We hope you find this useful and should you wish to discuss anything further, we would be happy to do so.
Lendlease
Lendlease is a leading international property and infrastructure group, with approximately 13,000 employees globally and a development pipeline of >£20bn in the UK.
We have a track record in sustainability and recognise that, in order to minimise the impact of climate change on livelihoods and ecosystems around the world, global temperatures must be prevented from rising above 1.5°C.
We have set a target to be a 1.5°C aligned company, which means we will achieve:
• Net Zero Carbon by 2025 for Scope 1 emissions, produced directly from the fuels we burn, and Scope 2 emissions from the power we consume.
• Absolute Zero Carbon by 2040, eliminating all emissions, including Scope 3 generated indirectly from our activities, without the use of offsets.
We are proud to be a signatory to the UNFCCC Race to Zero.
Lendlease operates an integrated business model, encompassing Investment, Development, and Construction and as a result, our carbon commitments span the whole property lifecycle. Our response to this inquiry draws on our experience with tackling carbon emissions, and wider sustainability topics.

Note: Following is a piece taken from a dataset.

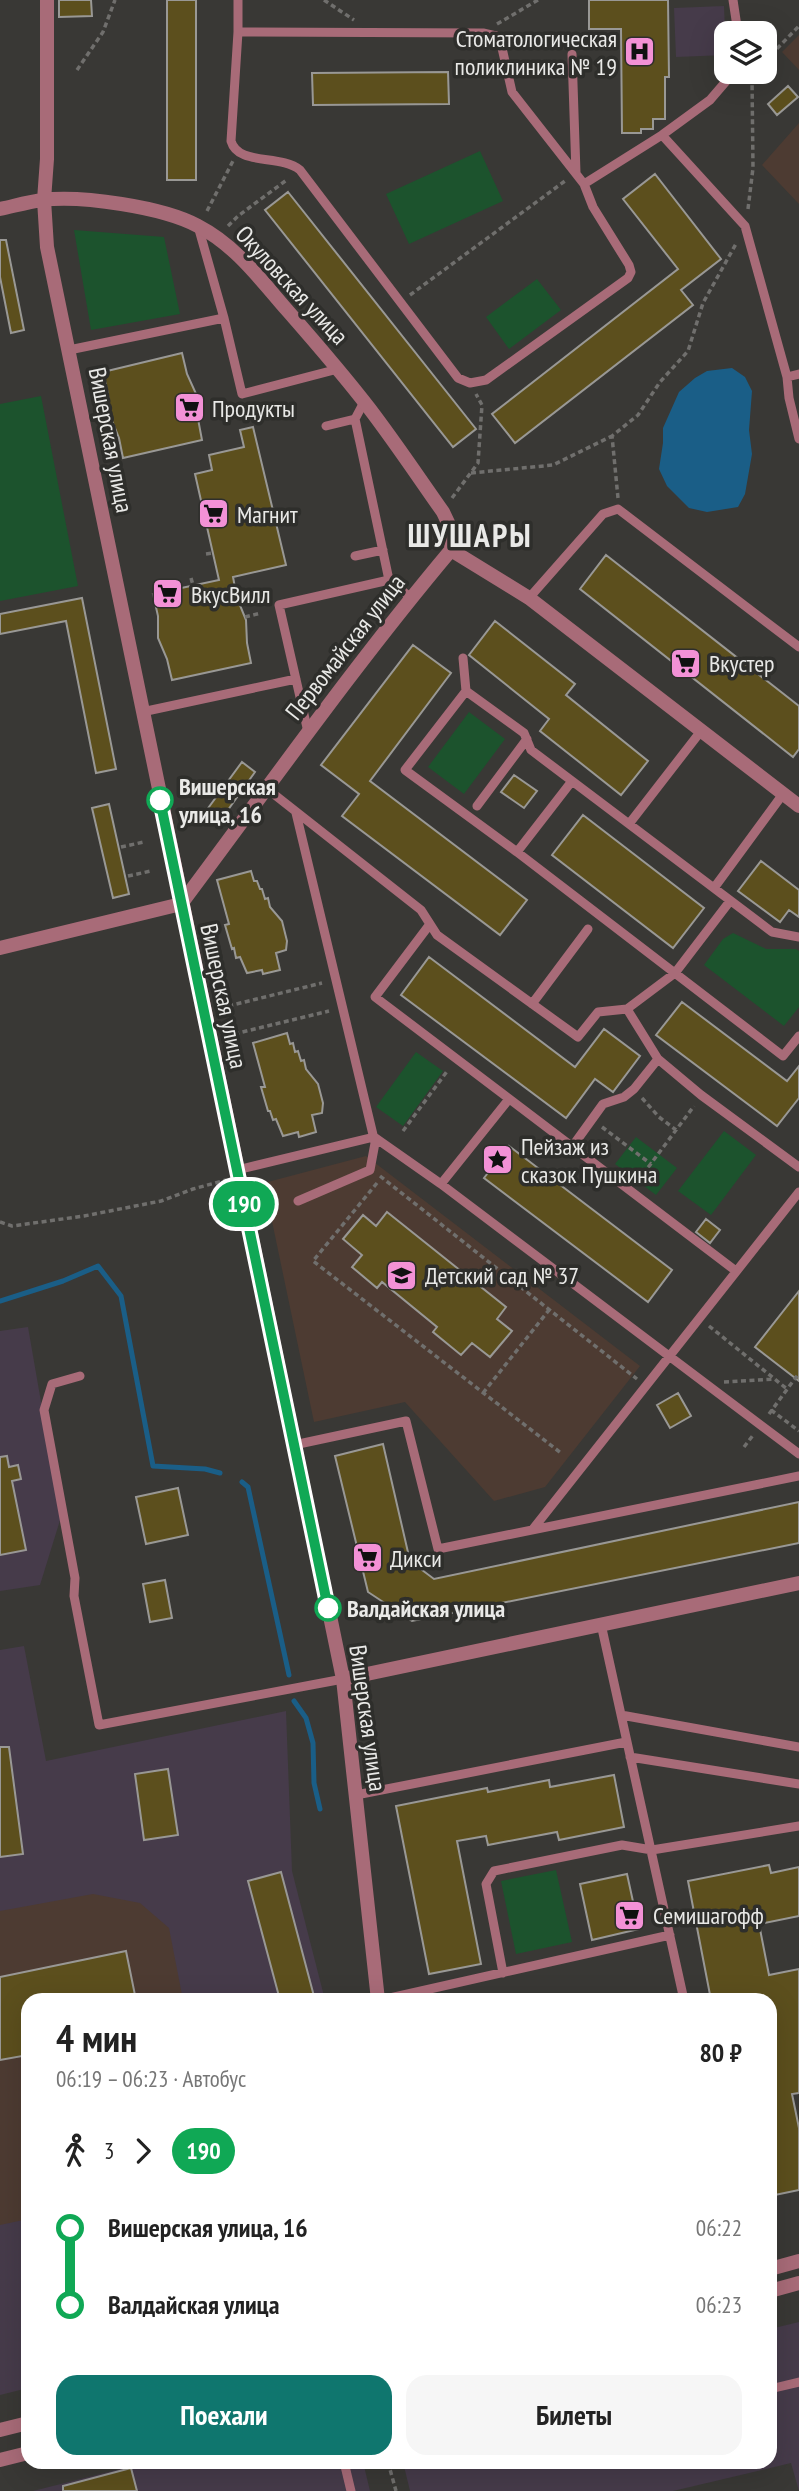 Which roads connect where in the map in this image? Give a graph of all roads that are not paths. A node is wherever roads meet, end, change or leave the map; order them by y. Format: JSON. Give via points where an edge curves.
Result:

For more information on how we intend to decarbonise our business, please take a look at our Lendlease Europe Roadmap to Absolute Zero Carbon.
Paul King
Managing Director, Sustainability & Social Value
Lendlease Europe
How can materials be employed to reduce the carbon impact of new buildings, including efficient heating and cooling, and which materials are most effective at reducing embodied carbon?
In line with the rest of the built environment industry, the majority of Lendlease's carbon emissions come from Scope 3 sources, for example, the embodied carbon emissions generated from the production and transportation of materials we use in construction. Considering that 11% of the world’s emissions arise from the manufacture of building materials, it is essential that these emissions are eliminated if we are to reduce the severity of climate change.
Lendlease’s Scope 3 emissions are included in the company's global target to be Absolute Zero Carbon by 2040. Therefore, to eliminate these emissions (without the use of carbon offsets) we will need to transform our business through new ways of working, including adopting new design approaches, and collaborating with our supply chain partners, tenants & residents to transition to zero.
To reduce the carbon impact of new buildings, it is necessary to reduce both the amount of material used and the carbon emitted in material production. Lendlease is tackling this in a number of ways, including setting embodied carbon budgets and recycled content requirements in our key project areas - and ensuring these are reflected into our design briefs. These budgets take into account learnings from baselines already established across our different building types as well as independent benchmarks such as the London Energy Transformation Initiative (LETI) 2020 targets for embodied carbon (kgCO2e/m2) as well as institutions such as RIBA.
In this response we will outline how we are striving to reduce our impact in three areas where substantial amounts of embodied carbon emissions are typically encountered: structures, facades and building services.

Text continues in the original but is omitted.